### Brief
Exact copies of the records below are required.

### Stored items
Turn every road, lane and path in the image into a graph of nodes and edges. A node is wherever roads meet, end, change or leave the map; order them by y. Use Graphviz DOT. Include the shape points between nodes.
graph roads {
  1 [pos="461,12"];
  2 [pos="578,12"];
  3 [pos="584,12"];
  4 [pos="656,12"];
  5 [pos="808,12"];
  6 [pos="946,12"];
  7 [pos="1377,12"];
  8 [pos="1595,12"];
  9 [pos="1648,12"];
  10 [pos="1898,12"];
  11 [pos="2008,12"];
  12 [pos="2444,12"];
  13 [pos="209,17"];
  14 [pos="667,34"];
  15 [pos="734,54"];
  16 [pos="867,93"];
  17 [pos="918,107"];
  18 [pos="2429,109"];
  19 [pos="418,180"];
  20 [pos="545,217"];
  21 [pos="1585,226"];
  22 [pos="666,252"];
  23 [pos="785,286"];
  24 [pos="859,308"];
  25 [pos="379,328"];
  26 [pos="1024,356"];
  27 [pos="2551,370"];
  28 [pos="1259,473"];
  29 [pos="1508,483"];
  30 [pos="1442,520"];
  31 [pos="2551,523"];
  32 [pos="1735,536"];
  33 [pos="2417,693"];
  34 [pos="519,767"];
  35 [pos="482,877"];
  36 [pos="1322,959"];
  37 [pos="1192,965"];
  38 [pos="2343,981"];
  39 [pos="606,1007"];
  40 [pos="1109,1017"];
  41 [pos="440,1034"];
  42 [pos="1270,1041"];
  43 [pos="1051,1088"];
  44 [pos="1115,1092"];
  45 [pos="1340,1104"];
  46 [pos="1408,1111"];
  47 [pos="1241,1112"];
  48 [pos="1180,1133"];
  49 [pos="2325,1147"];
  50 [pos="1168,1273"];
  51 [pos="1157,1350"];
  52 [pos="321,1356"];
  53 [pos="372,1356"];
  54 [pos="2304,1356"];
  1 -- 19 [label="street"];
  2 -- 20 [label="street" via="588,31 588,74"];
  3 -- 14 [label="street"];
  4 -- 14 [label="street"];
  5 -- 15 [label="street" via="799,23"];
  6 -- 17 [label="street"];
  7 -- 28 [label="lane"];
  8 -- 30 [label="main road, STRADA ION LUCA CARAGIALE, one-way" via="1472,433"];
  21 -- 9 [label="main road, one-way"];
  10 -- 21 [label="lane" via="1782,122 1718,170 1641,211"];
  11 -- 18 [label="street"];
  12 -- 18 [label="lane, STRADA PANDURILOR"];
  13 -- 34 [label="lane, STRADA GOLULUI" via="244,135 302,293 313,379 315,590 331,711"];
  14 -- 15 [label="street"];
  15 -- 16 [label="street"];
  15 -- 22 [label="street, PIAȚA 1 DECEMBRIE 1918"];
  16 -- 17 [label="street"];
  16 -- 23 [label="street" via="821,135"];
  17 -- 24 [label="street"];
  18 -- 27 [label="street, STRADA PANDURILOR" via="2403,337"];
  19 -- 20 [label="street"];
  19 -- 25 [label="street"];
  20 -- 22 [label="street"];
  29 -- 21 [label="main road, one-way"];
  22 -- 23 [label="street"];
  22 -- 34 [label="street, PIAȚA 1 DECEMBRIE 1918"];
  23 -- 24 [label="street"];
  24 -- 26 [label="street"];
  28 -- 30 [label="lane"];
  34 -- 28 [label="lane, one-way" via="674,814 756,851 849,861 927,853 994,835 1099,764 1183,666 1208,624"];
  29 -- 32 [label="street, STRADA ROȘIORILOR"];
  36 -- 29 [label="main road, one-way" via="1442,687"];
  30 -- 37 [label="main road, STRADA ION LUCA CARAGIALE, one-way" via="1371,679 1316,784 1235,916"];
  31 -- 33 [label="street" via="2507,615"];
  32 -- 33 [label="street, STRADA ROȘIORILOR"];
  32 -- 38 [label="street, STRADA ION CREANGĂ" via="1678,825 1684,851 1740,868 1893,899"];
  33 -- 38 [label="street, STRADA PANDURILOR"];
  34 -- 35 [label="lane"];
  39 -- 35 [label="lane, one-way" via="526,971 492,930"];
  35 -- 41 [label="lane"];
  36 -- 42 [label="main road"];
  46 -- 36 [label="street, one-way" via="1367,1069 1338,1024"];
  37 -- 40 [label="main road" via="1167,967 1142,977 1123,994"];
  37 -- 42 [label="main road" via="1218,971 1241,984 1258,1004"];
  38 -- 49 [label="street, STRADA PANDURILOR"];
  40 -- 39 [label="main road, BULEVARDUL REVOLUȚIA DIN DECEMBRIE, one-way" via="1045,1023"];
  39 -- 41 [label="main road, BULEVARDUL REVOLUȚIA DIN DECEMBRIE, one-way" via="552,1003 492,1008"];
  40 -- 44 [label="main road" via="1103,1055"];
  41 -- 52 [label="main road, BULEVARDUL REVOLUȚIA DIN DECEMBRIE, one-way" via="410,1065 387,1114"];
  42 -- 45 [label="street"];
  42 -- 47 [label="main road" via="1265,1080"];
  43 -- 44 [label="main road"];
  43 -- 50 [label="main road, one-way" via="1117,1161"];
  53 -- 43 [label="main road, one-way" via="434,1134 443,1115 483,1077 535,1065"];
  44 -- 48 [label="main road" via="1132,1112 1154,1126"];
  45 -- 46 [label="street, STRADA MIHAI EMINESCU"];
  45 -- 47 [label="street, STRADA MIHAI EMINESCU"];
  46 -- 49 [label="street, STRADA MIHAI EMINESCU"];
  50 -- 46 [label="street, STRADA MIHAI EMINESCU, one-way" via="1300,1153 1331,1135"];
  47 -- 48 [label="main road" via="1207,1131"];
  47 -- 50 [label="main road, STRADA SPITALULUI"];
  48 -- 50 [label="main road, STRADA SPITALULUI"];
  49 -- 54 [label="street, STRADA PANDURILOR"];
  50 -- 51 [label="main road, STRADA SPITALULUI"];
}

### Problem solution
Turn every road, lane and path in the image into a graph of nodes and edges. A node is wherever roads meet, end, change or leave the map; order them by y. Use Graphviz DOT. Include the shape points between nodes.
graph roads {
  1 [pos="461,12"];
  2 [pos="578,12"];
  3 [pos="584,12"];
  4 [pos="656,12"];
  5 [pos="808,12"];
  6 [pos="946,12"];
  7 [pos="1377,12"];
  8 [pos="1595,12"];
  9 [pos="1648,12"];
  10 [pos="1898,12"];
  11 [pos="2008,12"];
  12 [pos="2444,12"];
  13 [pos="209,17"];
  14 [pos="667,34"];
  15 [pos="734,54"];
  16 [pos="867,93"];
  17 [pos="918,107"];
  18 [pos="2429,109"];
  19 [pos="418,180"];
  20 [pos="545,217"];
  21 [pos="1585,226"];
  22 [pos="666,252"];
  23 [pos="785,286"];
  24 [pos="859,308"];
  25 [pos="379,328"];
  26 [pos="1024,356"];
  27 [pos="2551,370"];
  28 [pos="1259,473"];
  29 [pos="1508,483"];
  30 [pos="1442,520"];
  31 [pos="2551,523"];
  32 [pos="1735,536"];
  33 [pos="2417,693"];
  34 [pos="519,767"];
  35 [pos="482,877"];
  36 [pos="1322,959"];
  37 [pos="1192,965"];
  38 [pos="2343,981"];
  39 [pos="606,1007"];
  40 [pos="1109,1017"];
  41 [pos="440,1034"];
  42 [pos="1270,1041"];
  43 [pos="1051,1088"];
  44 [pos="1115,1092"];
  45 [pos="1340,1104"];
  46 [pos="1408,1111"];
  47 [pos="1241,1112"];
  48 [pos="1180,1133"];
  49 [pos="2325,1147"];
  50 [pos="1168,1273"];
  51 [pos="1157,1350"];
  52 [pos="321,1356"];
  53 [pos="372,1356"];
  54 [pos="2304,1356"];
  1 -- 19 [label="street"];
  2 -- 20 [label="street" via="588,31 588,74"];
  3 -- 14 [label="street"];
  4 -- 14 [label="street"];
  5 -- 15 [label="street" via="799,23"];
  6 -- 17 [label="street"];
  7 -- 28 [label="lane"];
  8 -- 30 [label="main road, STRADA ION LUCA CARAGIALE, one-way" via="1472,433"];
  21 -- 9 [label="main road, one-way"];
  10 -- 21 [label="lane" via="1782,122 1718,170 1641,211"];
  11 -- 18 [label="street"];
  12 -- 18 [label="lane, STRADA PANDURILOR"];
  13 -- 34 [label="lane, STRADA GOLULUI" via="244,135 302,293 313,379 315,590 331,711"];
  14 -- 15 [label="street"];
  15 -- 16 [label="street"];
  15 -- 22 [label="street, PIAȚA 1 DECEMBRIE 1918"];
  16 -- 17 [label="street"];
  16 -- 23 [label="street" via="821,135"];
  17 -- 24 [label="street"];
  18 -- 27 [label="street, STRADA PANDURILOR" via="2403,337"];
  19 -- 20 [label="street"];
  19 -- 25 [label="street"];
  20 -- 22 [label="street"];
  29 -- 21 [label="main road, one-way"];
  22 -- 23 [label="street"];
  22 -- 34 [label="street, PIAȚA 1 DECEMBRIE 1918"];
  23 -- 24 [label="street"];
  24 -- 26 [label="street"];
  28 -- 30 [label="lane"];
  34 -- 28 [label="lane, one-way" via="674,814 756,851 849,861 927,853 994,835 1099,764 1183,666 1208,624"];
  29 -- 32 [label="street, STRADA ROȘIORILOR"];
  36 -- 29 [label="main road, one-way" via="1442,687"];
  30 -- 37 [label="main road, STRADA ION LUCA CARAGIALE, one-way" via="1371,679 1316,784 1235,916"];
  31 -- 33 [label="street" via="2507,615"];
  32 -- 33 [label="street, STRADA ROȘIORILOR"];
  32 -- 38 [label="street, STRADA ION CREANGĂ" via="1678,825 1684,851 1740,868 1893,899"];
  33 -- 38 [label="street, STRADA PANDURILOR"];
  34 -- 35 [label="lane"];
  39 -- 35 [label="lane, one-way" via="526,971 492,930"];
  35 -- 41 [label="lane"];
  36 -- 42 [label="main road"];
  46 -- 36 [label="street, one-way" via="1367,1069 1338,1024"];
  37 -- 40 [label="main road" via="1167,967 1142,977 1123,994"];
  37 -- 42 [label="main road" via="1218,971 1241,984 1258,1004"];
  38 -- 49 [label="street, STRADA PANDURILOR"];
  40 -- 39 [label="main road, BULEVARDUL REVOLUȚIA DIN DECEMBRIE, one-way" via="1045,1023"];
  39 -- 41 [label="main road, BULEVARDUL REVOLUȚIA DIN DECEMBRIE, one-way" via="552,1003 492,1008"];
  40 -- 44 [label="main road" via="1103,1055"];
  41 -- 52 [label="main road, BULEVARDUL REVOLUȚIA DIN DECEMBRIE, one-way" via="410,1065 387,1114"];
  42 -- 45 [label="street"];
  42 -- 47 [label="main road" via="1265,1080"];
  43 -- 44 [label="main road"];
  43 -- 50 [label="main road, one-way" via="1117,1161"];
  53 -- 43 [label="main road, one-way" via="434,1134 443,1115 483,1077 535,1065"];
  44 -- 48 [label="main road" via="1132,1112 1154,1126"];
  45 -- 46 [label="street, STRADA MIHAI EMINESCU"];
  45 -- 47 [label="street, STRADA MIHAI EMINESCU"];
  46 -- 49 [label="street, STRADA MIHAI EMINESCU"];
  50 -- 46 [label="street, STRADA MIHAI EMINESCU, one-way" via="1300,1153 1331,1135"];
  47 -- 48 [label="main road" via="1207,1131"];
  47 -- 50 [label="main road, STRADA SPITALULUI"];
  48 -- 50 [label="main road, STRADA SPITALULUI"];
  49 -- 54 [label="street, STRADA PANDURILOR"];
  50 -- 51 [label="main road, STRADA SPITALULUI"];
}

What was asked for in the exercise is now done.